Review result: no additional blocking issues found in the current head diff.
Critical checkpoint conclusions:
- Goal and tests: The PR adds JDBC/MySQL database CREATE/DROP support through the plugin-driven external catalog path, with a JDBC regression case covering create, drop, IF EXISTS, IF NOT EXISTS, and expected duplicate/missing errors. The current code appears to implement that goal.
- Scope: The change is small and focused on connector metadata, MySQL SQL generation, plugin-driven catalog DDL forwarding/cache invalidation, and one regression test.
- Concurrency/locking: I did not find new catalog/database/table lock usage or shared mutable state access beyond existing ExternalCatalog cache methods. The remote JDBC calls are not introduced under FE metadata locks in this path.
- Lifecycle/replay: Current replay methods avoid remote initialization/IO and only adjust initialized local caches, matching the no-remote-call replay requirement. This addresses the already-known replay concern and I am not re-raising it.
- Configuration/compatibility: No new config items or storage/protocol format changes are introduced. Existing CreateDbInfo/DropDbInfo journal types are reused.
- Parallel paths: Existing external metadata-ops paths already handle their catalog implementations; this PR adds the plugin-driven/JDBC path. Unsupported plugin connectors still fail via connector defaults.
- Special conditions: IF EXISTS / IF NOT EXISTS are forwarded into generated MySQL SQL. DROP force is not specially implemented, but MySQL DROP DATABASE already removes the schema contents, so I did not identify a correctness gap there.
- Test coverage: The new regression test covers the core MySQL JDBC behavior. I did not run the regression suite in this review runner.
- Persistence and failover: The current head no longer swallows edit-log failures and has write-side edit logs plus matching replay invalidation/removal. The previously raised persistence concerns are already tracked in existing threads and appear resolved in the current diff.
- Observability/performance: Added INFO logs are limited to explicit DDL operations, and no hot-path performance issue was identified.
User focus points: No additional user-provided review focus was specified.
There was a problem hiding this comment.
Summary: I found one blocking issue in the new plugin-driven JDBC DROP DATABASE path.
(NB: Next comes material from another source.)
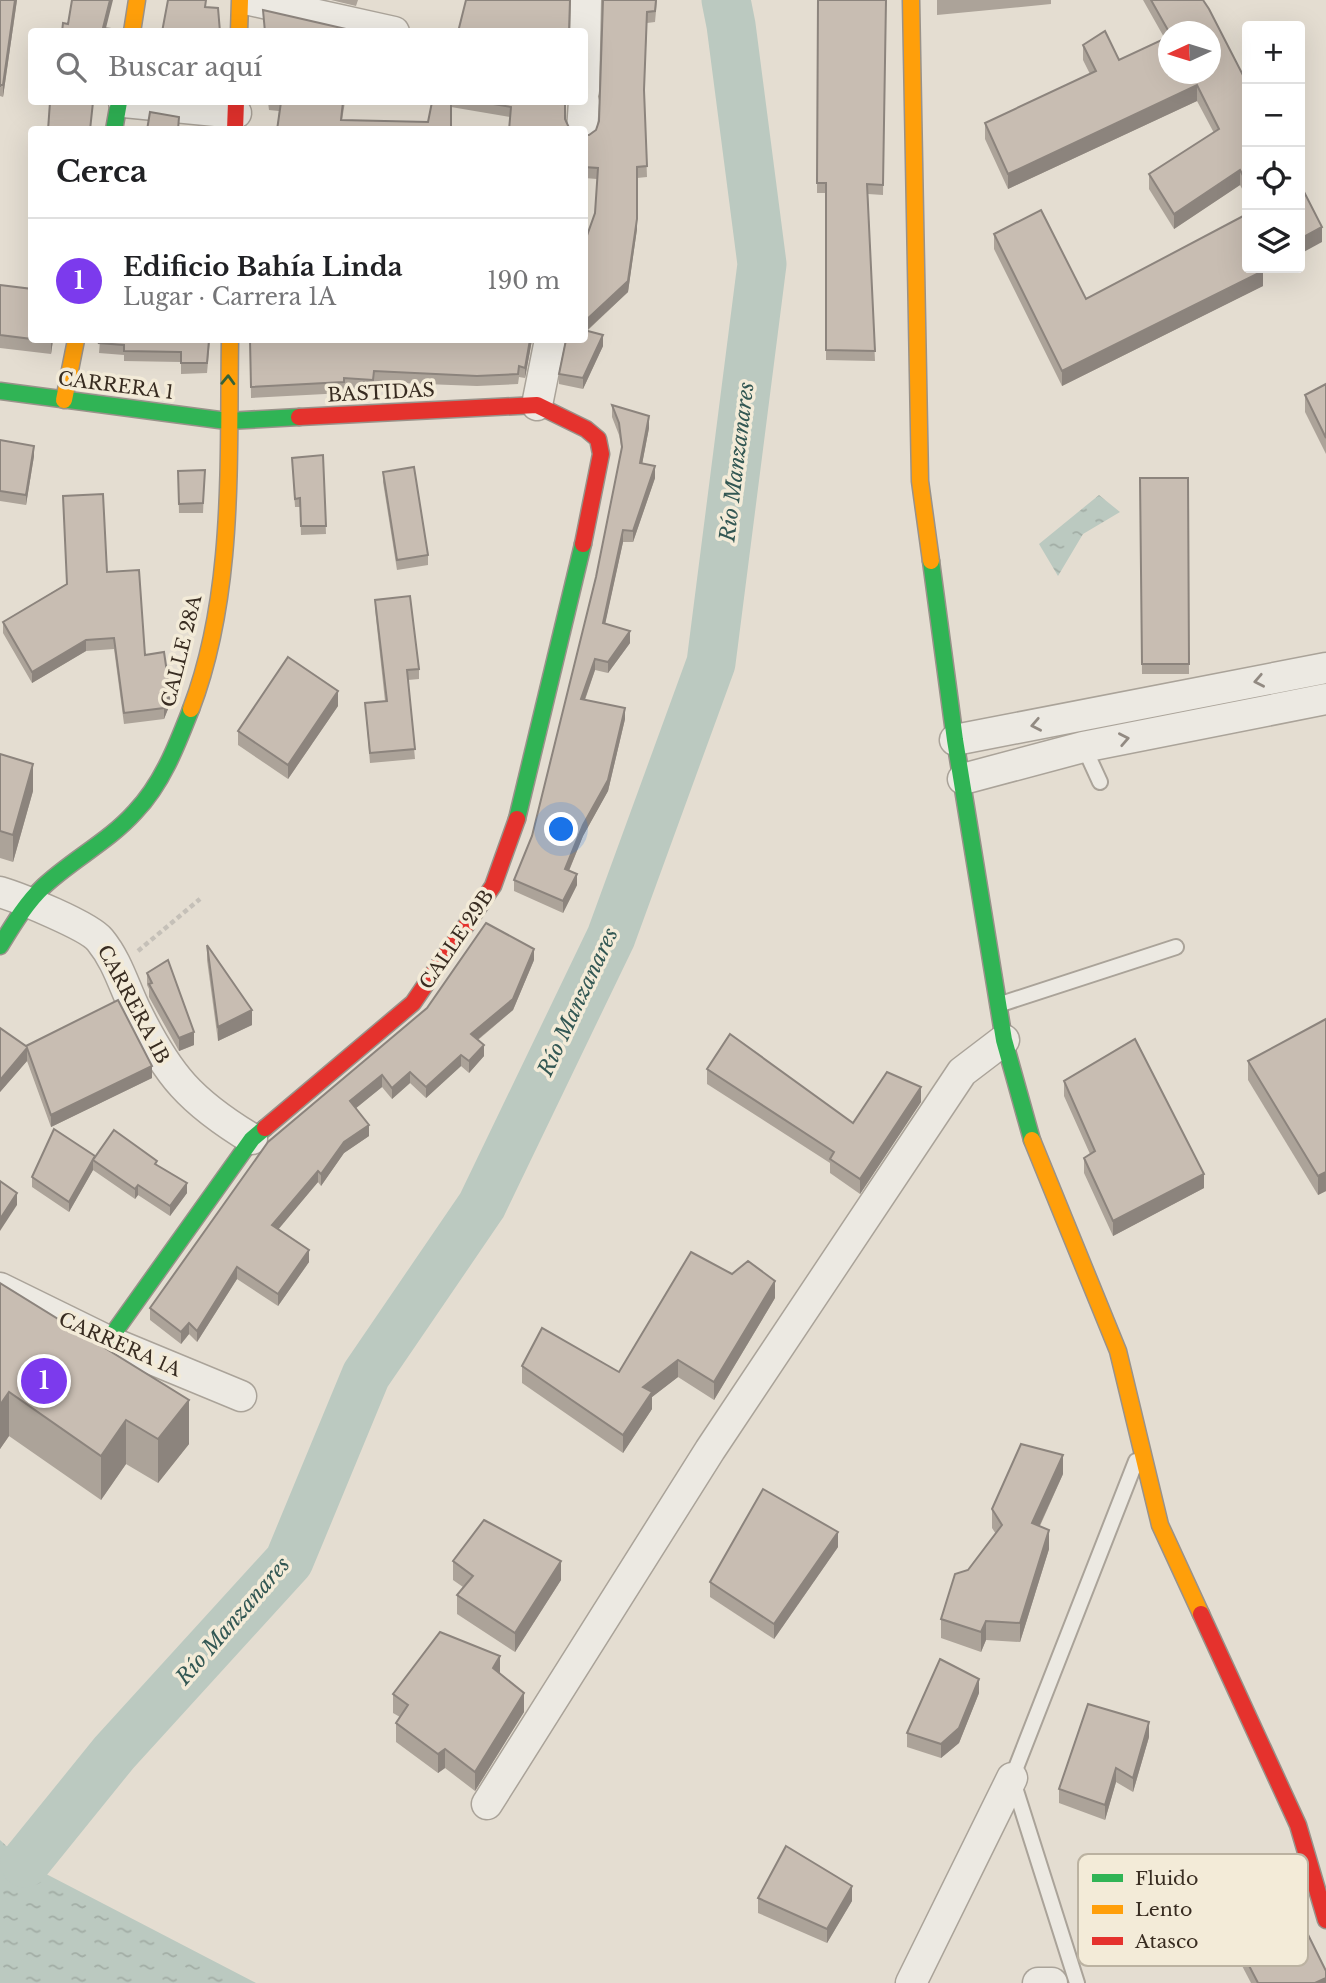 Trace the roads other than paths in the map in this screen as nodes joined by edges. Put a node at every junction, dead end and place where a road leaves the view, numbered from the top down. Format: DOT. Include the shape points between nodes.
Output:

Existing review context was considered; this is distinct from the earlier cache invalidation, replay IO, and edit-log failure comments.
Critical checkpoint conclusions:
- Goal/test: The PR adds JDBC create/drop database support and a MySQL regression test, but the implementation does not correctly handle external-catalog local-vs-remote database name resolution in non-default naming modes, and the test only covers the default unmapped path.
- Scope/focus: The code is small and focused.
- Concurrency/lifecycle: No new concurrent shared state or special lifecycle issue found beyond existing catalog initialization/replay paths already reviewed.
- Persistence/replay: Current head no longer swallows edit-log failures and replay avoids remote initialization; no new distinct persistence issue found.
- Compatibility/configuration: No new config or storage/protocol compatibility issue found.
- Parallel paths: Existing Hive/Iceberg/Paimon external drop paths resolve the local Doris database to the remote name before dropping; the new plugin-driven path does not.
- Tests: Missing coverage for
lower_case_database_names/meta_names_mappingbehavior, which is where the issue reproduces. The user provided no additional focus points, so there were no extra focus-specific issues to address.
|
/review |
There was a problem hiding this comment.
I found one remaining blocking issue in the added regression test. Existing review threads already cover the plugin-driven catalog cache/persistence/replay/remote-name concerns, so I did not duplicate those.
Critical checkpoint conclusions:
- Goal/test proof: the PR aims to support JDBC MySQL CREATE/DROP DATABASE through plugin-driven external catalogs and adds a regression test. The implementation path has targeted coverage, but the new test currently contains a cleanup statement that will fail after the catalog was already dropped.
- Scope/focus: the code changes are small and focused on JDBC schema DDL and plugin-driven external catalog bridging.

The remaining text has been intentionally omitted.